Lead Research Organisation: University of Sheffield
Department Name: School of Biosciences

Abstract

Complex multicellular life first appeared on Earth some 800 million years ago and subsequently diversified through a bewilderingly complex pattern of species originations/extinctions. However, this was not a steady and uninterrupted process. On at least five occasions the biota of the planet was devastated by a catastrophe that eliminated a considerable proportion of total biodiversity--including entire groups of organisms (higher taxa). These so-called 'mass extinctions' fundamentally changed the nature of life on Earth by steering evolution into a completely different trajectory.

Of the 'Big Five' mass extinctions by far the least understood is the Devonian mass extinction that occurred ca.370 million years ago. There is widespread debate regarding both the timing and nature of this event, which has led to a complete lack of consensus regarding its causes. This proposal seeks to investigate the Devonian mass extinction from a fresh perspective focussing on changes in carbon-cycling.

The Earth currently has two carbon-cycles of similar magnitude: a marine one based on photosynthetic plankton and a terrestrial one based on photosynthetic land plants. Fundamental changes in carbon-cycling took place during the Devonian due to dramatic changes in the nature of terrestrial vegetation. At the start of the Devonian land plants were centimetres tall, rooted in very shallow soils and covered a limited area of the continents. By the end of the Devonian vast swathes of the continents were shrouded in forests of trees tens of metres tall that deep-rooted into mature soils. These major vegetation changes caused profound changes in the terrestrial carbon-cycle (due to carbon sequestration from chemical weathering and biomass burial). We hypothesise that it was dramatic changes to the terrestrial carbon-cycle that disrupted the Earth system and caused the Devonian mass extinction. However, we believe that it was not a single catastrophic event (such as the bolide impact that caused the end Cretaceous mass extinction) but rather it occurred sequentially as discrete morphological/anatomical innovations led to changes in plant size and coverage causing step-changes in the terrestrial carbon-cycle.

The research project will focus on the Devonian sequences of northern Spain. These are ideal because they: (i) are remarkably complete and incorporate known extinction events at the Frasnian-Famennian and Devonian-Carboniferous boundaries; (ii) accumulated in isolation on a large microcontinent and as such are not influence by species immigration/emigration and habitat tracking; (iii) contain an excellent fossil record of both marine plankton (acritarchs and chitinozoans) and terrestrial vegetation (plant spores/pollen).

We will study the evolutionary dynamics of both the marine plankton and terrestrial vegetation through a study of species origination/extinction patterns. This biodiversity profile will be integrated with geochemical analyses that will identify perturbations in the Earth's carbon-cycle (in addition to nutrient cycling, redox conditions and volcanic activity). These data will be fed into an Earth Systems model for the Devonian carbon-cycle that we generate using inverse modelling techniques. The model will also incorporate data on the appearance of major plant groups and novelties (e.g. first forests).

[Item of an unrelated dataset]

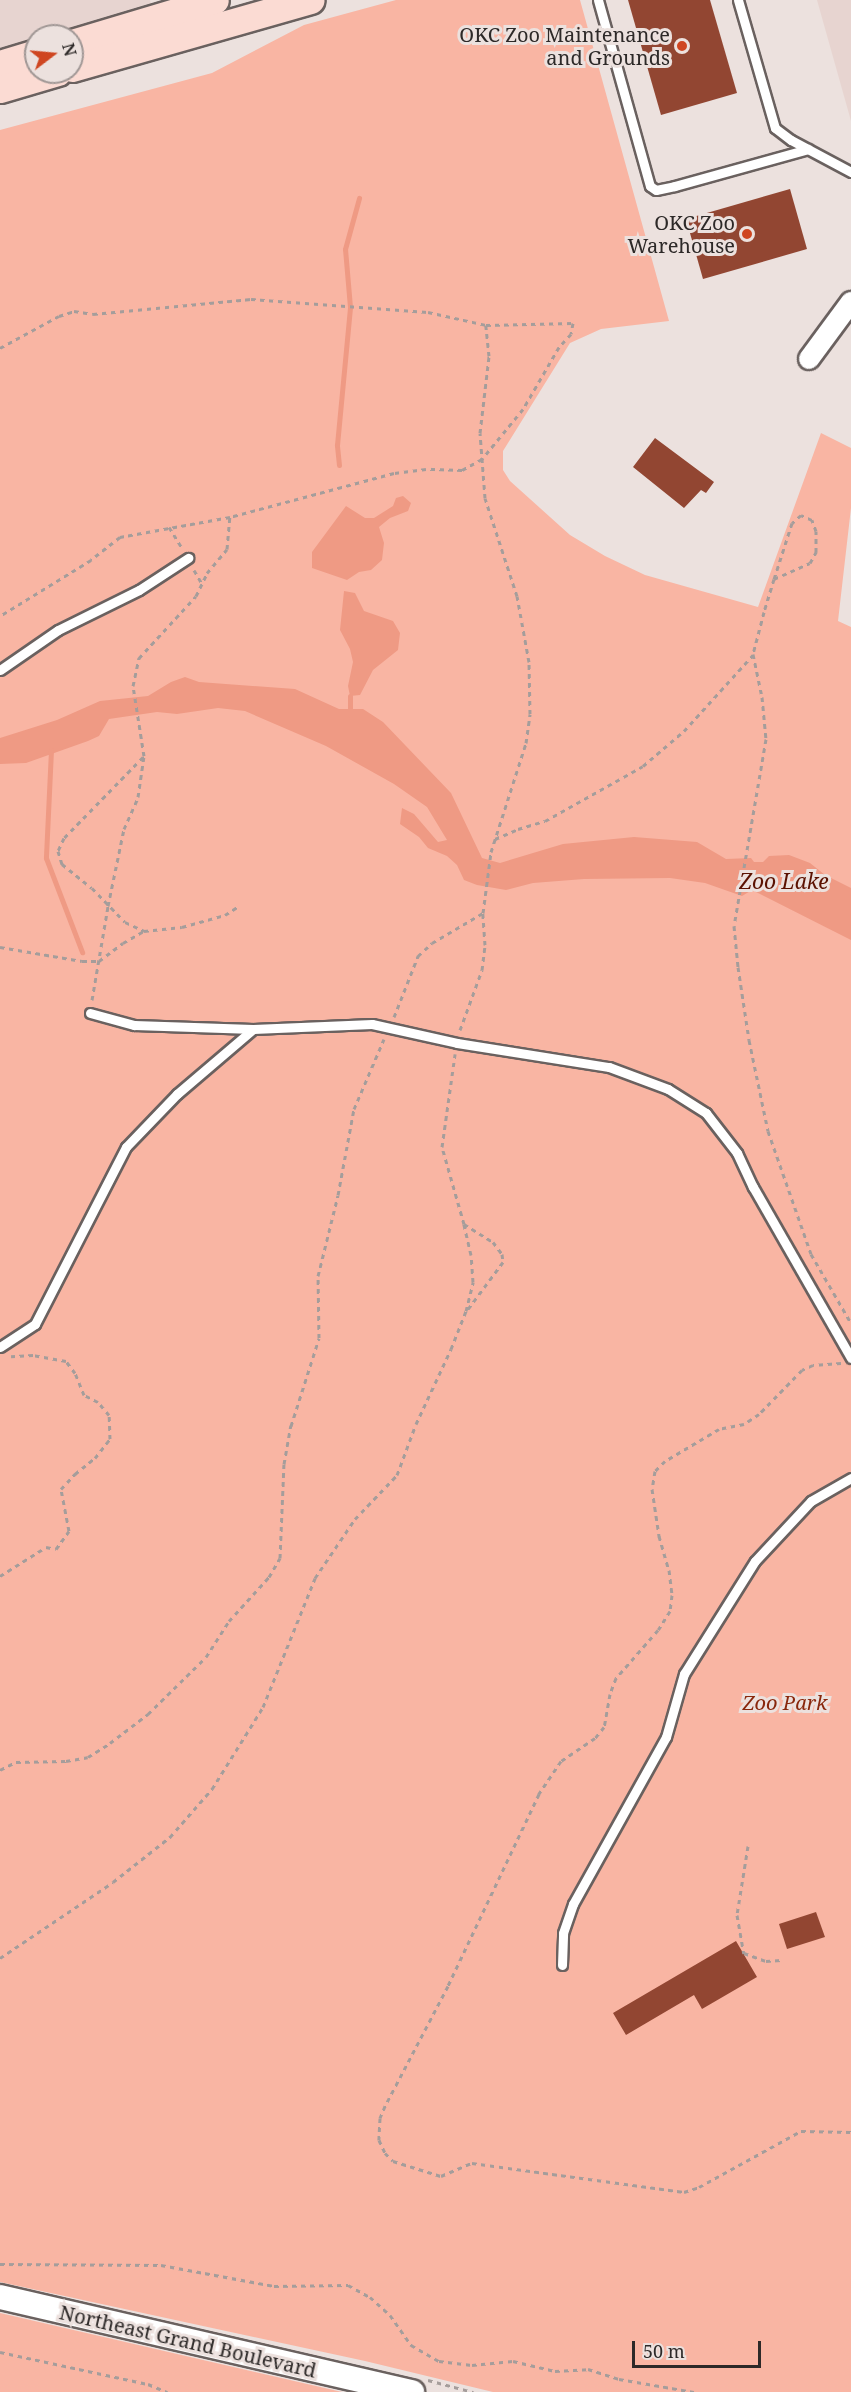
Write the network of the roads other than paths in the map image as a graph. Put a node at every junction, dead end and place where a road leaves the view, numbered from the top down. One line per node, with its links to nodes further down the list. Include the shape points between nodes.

Together these data will shed light on the nature and timing of Devonian extinction events among primary producers and link them to changes in the carbon-cycle. Our research will clarify many aspects of the Devonian mass extinction (nature and timing) and link it to the monumental changes in carbon-cycling brought about by the dramatic evolution of terrestrial vegetation. This will also serve as a warning for the present day regarding consequences of human induced changes to the Earth's carbon-cycle bought about by deforestation, soil erosion and other detrimental activities.

Planned Impact

The proposed research will make demonstrable contributions to the economy and society as the generated research-related knowledge/skill and training will enhance:-
Creative output
Economic competitiveness
Quality of life

It is critical to maintain a thriving UK science base and associated creative output. The proposed research addresses a long-standing and fundamental question in science. This innovative and World-leading science will enhance UK scientific prestige through the generation of key publications in top-ranking journals and presentations at international conferences (e.g. EGU, EPPC and TPS-AASP conferences).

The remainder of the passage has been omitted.